John W. Riddle
- For others with this name, see John Riddle (disambiguation)
John Wallace Riddle, Jr. (July 12, 1864 – December 8, 1941) was an American diplomat. His first diplomatic assignment was as agent/consul general in Egypt (1904–1905).[1] He was then sent to Romania and Serbia in 1905 to serve as Envoy Extraordinary and Minister Plenipotentiary (residing in Bucharest[1]), followed by postings as U.S. ambassador to Russia (1907–1909) and ambassador to Argentina (1922–1925).[1][2]
Personal life
Riddle was the son of John Wallace Riddle, Sr. and Rebecca Blair McClure; he was born after his father's untimely death. A few years later, Rebecca McClure became the second wife of Charles Eugene Flandrau and relocated to St. Paul, Minnesota where Riddle grew up alongside two half-brothers and two step-sisters.[3] He graduated from Harvard in 1887, attended law school at Columbia through 1890, and studied international law, diplomacy, and languages at École Libre des Sciences Politiques and the Collège de France in Paris through 1893.[4]

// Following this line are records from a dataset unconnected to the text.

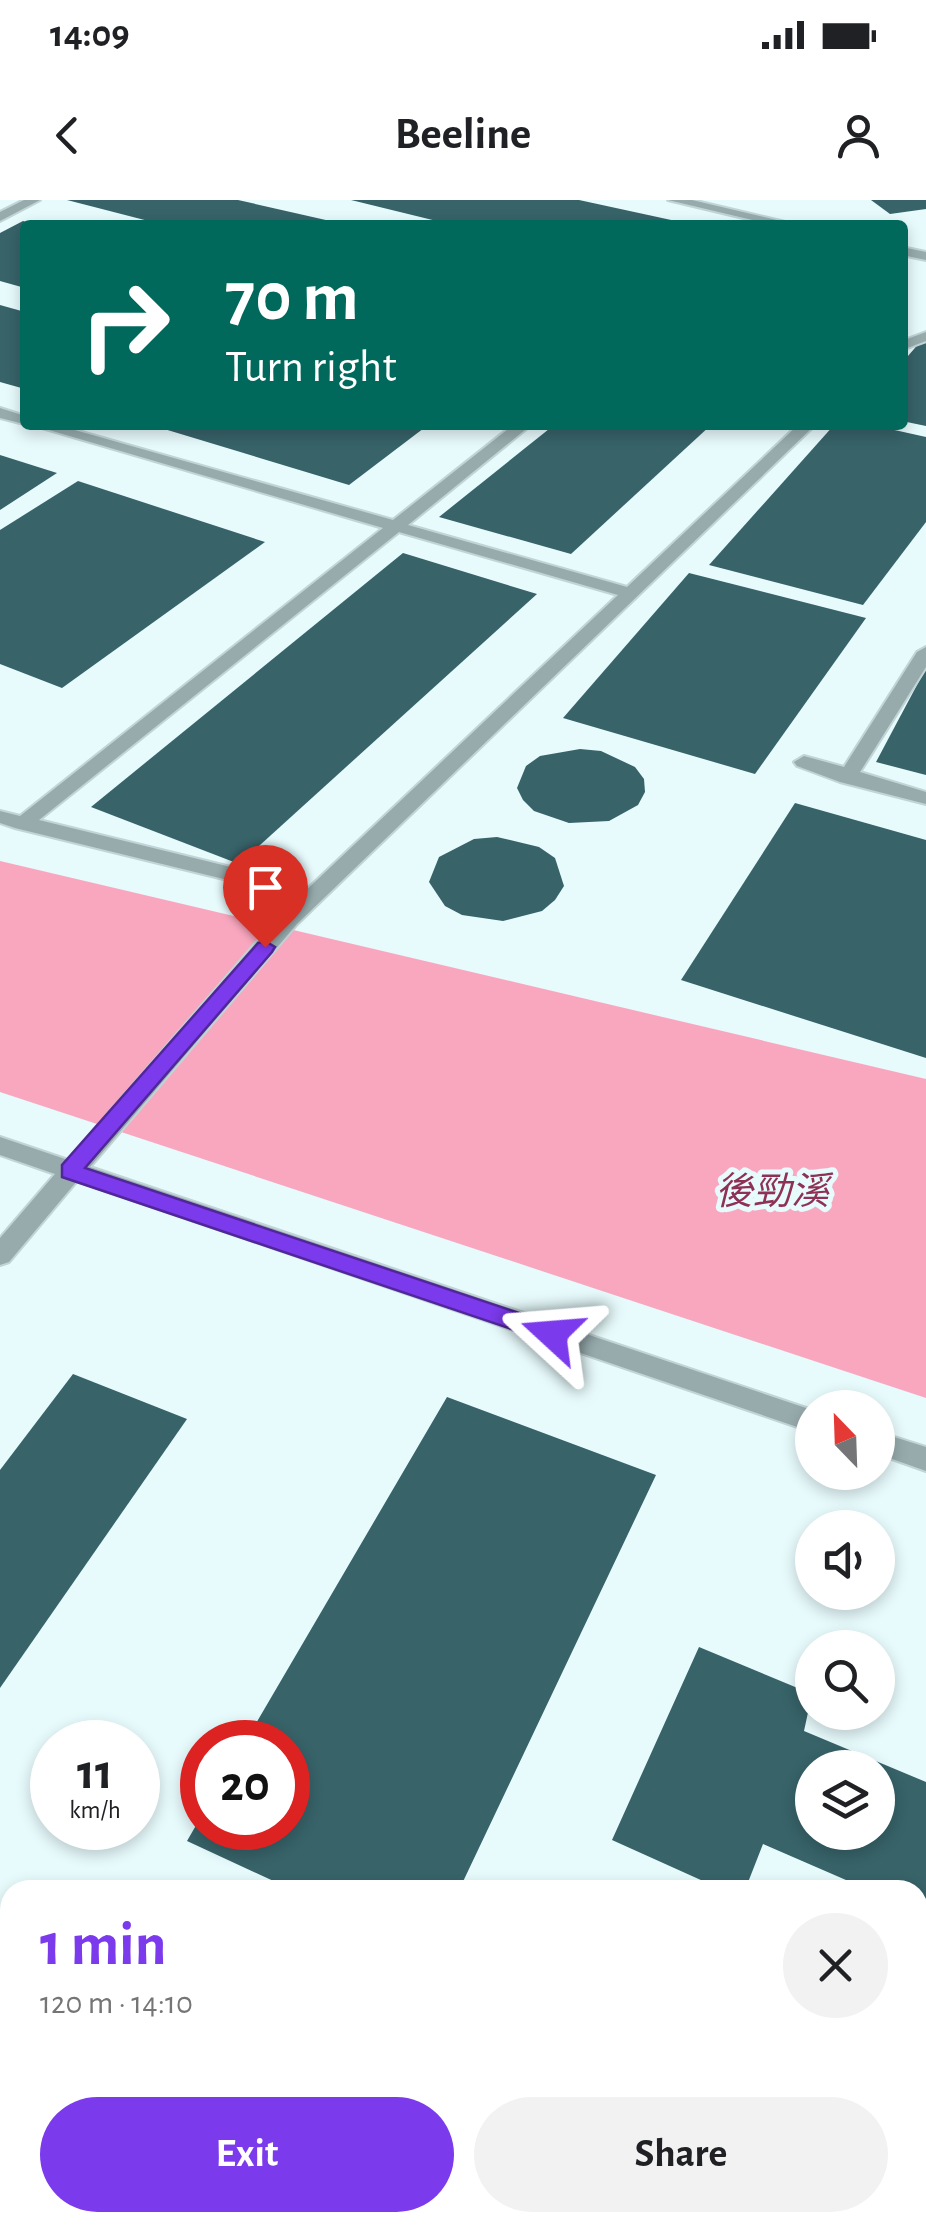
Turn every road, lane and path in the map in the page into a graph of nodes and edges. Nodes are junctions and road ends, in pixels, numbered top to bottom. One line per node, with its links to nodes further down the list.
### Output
1 (34, 200): 3 (lane)
2 (674, 200): 4 (lane)
3 (0, 217)
4 (763, 220)
5 (57, 430): 8 (lane)
6 (517, 430): 8 (lane)
7 (802, 430): 9 (lane)
8 (393, 528): 9 (lane); 15 (lane)
9 (633, 594): 18 (lane)
10 (926, 652): 12 (lane)
11 (804, 762): 12 (lane)
12 (846, 778): 13 (lane)
13 (926, 798)
14 (0, 817): 15 (lane)
15 (22, 824): 16 (lane)
16 (240, 876)
17 (0, 1146): 18 (lane)
18 (70, 1171): 19 (lane); 20 (lane)
19 (0, 1254)
20 (795, 1415)
21 (895, 1449): 22 (lane)
22 (926, 1459)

In 1916 Riddle married American architect and heiress Theodate Pope Riddle.[5]
References
- 1 2 3 "John Wallace Riddle". Office of the Historian, U.S. Department of State. Retrieved 2009-08-09.
- ↑ "U.S. Ministers and Ambassadors to Russia". Embassy of the United States, Moscow Russia. Retrieved 2009-08-09.
- ↑ Haeg, Lawrence Peter (2004). In Gatsby's Shadow: The Story of Charles Macomb Flandrau. University of Iowa Press.
- ↑ Derby, George and James Terry White (1910). The National Cyclopædia of American Biography: Being the History of the United States as Illustrated in the Lives of the Founders, Builders, and Defenders of the Republic, and of the Men and Women who are Doing the Work and Moulding the Thought of the Present Time. 14. New York: James T. White & Company.
- ↑ "Theodate Pope Riddle". Connecticut Women's Hall of Fame. Retrieved 2009-08-09.